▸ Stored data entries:
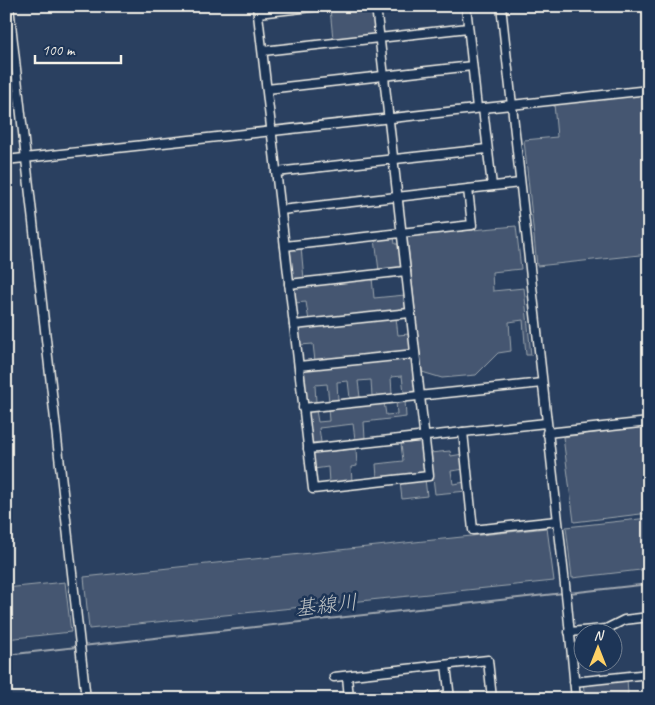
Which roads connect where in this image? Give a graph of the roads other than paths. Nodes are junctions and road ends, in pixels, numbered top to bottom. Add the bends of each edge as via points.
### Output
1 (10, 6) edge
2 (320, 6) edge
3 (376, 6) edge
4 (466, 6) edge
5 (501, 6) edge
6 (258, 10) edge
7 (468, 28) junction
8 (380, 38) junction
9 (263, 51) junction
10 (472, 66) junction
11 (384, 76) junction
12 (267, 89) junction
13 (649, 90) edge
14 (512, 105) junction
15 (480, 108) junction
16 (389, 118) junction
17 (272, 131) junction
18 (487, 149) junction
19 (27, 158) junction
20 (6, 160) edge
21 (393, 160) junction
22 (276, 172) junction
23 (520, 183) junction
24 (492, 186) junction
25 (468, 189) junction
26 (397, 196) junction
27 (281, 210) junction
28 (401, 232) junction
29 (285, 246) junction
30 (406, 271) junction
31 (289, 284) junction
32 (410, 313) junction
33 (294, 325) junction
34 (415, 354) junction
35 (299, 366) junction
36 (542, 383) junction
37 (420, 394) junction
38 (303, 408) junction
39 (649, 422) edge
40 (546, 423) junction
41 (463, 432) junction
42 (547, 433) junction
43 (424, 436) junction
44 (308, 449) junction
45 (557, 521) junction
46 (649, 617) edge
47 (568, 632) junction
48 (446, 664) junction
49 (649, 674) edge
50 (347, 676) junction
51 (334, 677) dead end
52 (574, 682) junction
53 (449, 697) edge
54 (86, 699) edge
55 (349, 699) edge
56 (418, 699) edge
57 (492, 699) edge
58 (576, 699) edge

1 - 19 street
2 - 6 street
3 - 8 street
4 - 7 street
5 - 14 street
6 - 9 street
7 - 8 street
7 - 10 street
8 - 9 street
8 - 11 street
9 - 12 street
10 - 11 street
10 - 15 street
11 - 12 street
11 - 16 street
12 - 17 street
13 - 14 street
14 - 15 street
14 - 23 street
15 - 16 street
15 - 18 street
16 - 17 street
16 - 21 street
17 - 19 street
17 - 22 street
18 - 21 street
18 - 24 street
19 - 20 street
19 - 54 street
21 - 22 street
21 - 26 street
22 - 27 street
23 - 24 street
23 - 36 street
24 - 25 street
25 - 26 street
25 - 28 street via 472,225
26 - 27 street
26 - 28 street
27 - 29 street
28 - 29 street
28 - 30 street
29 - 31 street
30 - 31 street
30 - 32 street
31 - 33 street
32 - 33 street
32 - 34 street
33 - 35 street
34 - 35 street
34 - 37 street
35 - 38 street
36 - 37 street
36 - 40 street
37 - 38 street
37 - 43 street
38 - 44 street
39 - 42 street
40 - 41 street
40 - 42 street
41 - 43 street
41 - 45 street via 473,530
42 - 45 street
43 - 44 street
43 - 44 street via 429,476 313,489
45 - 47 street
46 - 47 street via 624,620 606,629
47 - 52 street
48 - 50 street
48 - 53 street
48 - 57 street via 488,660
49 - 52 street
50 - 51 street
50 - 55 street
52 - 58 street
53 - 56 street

▸ Exercise directions: Reproduce the records, all of them, word for word; omit the pictures.

▸ Result for this task:
Which roads connect where in this image? Give a graph of the roads other than paths. Nodes are junctions and road ends, in pixels, numbered top to bottom. Add the bends of each edge as via points.
### Output
1 (10, 6) edge
2 (320, 6) edge
3 (376, 6) edge
4 (466, 6) edge
5 (501, 6) edge
6 (258, 10) edge
7 (468, 28) junction
8 (380, 38) junction
9 (263, 51) junction
10 (472, 66) junction
11 (384, 76) junction
12 (267, 89) junction
13 (649, 90) edge
14 (512, 105) junction
15 (480, 108) junction
16 (389, 118) junction
17 (272, 131) junction
18 (487, 149) junction
19 (27, 158) junction
20 (6, 160) edge
21 (393, 160) junction
22 (276, 172) junction
23 (520, 183) junction
24 (492, 186) junction
25 (468, 189) junction
26 (397, 196) junction
27 (281, 210) junction
28 (401, 232) junction
29 (285, 246) junction
30 (406, 271) junction
31 (289, 284) junction
32 (410, 313) junction
33 (294, 325) junction
34 (415, 354) junction
35 (299, 366) junction
36 (542, 383) junction
37 (420, 394) junction
38 (303, 408) junction
39 (649, 422) edge
40 (546, 423) junction
41 (463, 432) junction
42 (547, 433) junction
43 (424, 436) junction
44 (308, 449) junction
45 (557, 521) junction
46 (649, 617) edge
47 (568, 632) junction
48 (446, 664) junction
49 (649, 674) edge
50 (347, 676) junction
51 (334, 677) dead end
52 (574, 682) junction
53 (449, 697) edge
54 (86, 699) edge
55 (349, 699) edge
56 (418, 699) edge
57 (492, 699) edge
58 (576, 699) edge

1 - 19 street
2 - 6 street
3 - 8 street
4 - 7 street
5 - 14 street
6 - 9 street
7 - 8 street
7 - 10 street
8 - 9 street
8 - 11 street
9 - 12 street
10 - 11 street
10 - 15 street
11 - 12 street
11 - 16 street
12 - 17 street
13 - 14 street
14 - 15 street
14 - 23 street
15 - 16 street
15 - 18 street
16 - 17 street
16 - 21 street
17 - 19 street
17 - 22 street
18 - 21 street
18 - 24 street
19 - 20 street
19 - 54 street
21 - 22 street
21 - 26 street
22 - 27 street
23 - 24 street
23 - 36 street
24 - 25 street
25 - 26 street
25 - 28 street via 472,225
26 - 27 street
26 - 28 street
27 - 29 street
28 - 29 street
28 - 30 street
29 - 31 street
30 - 31 street
30 - 32 street
31 - 33 street
32 - 33 street
32 - 34 street
33 - 35 street
34 - 35 street
34 - 37 street
35 - 38 street
36 - 37 street
36 - 40 street
37 - 38 street
37 - 43 street
38 - 44 street
39 - 42 street
40 - 41 street
40 - 42 street
41 - 43 street
41 - 45 street via 473,530
42 - 45 street
43 - 44 street
43 - 44 street via 429,476 313,489
45 - 47 street
46 - 47 street via 624,620 606,629
47 - 52 street
48 - 50 street
48 - 53 street
48 - 57 street via 488,660
49 - 52 street
50 - 51 street
50 - 55 street
52 - 58 street
53 - 56 street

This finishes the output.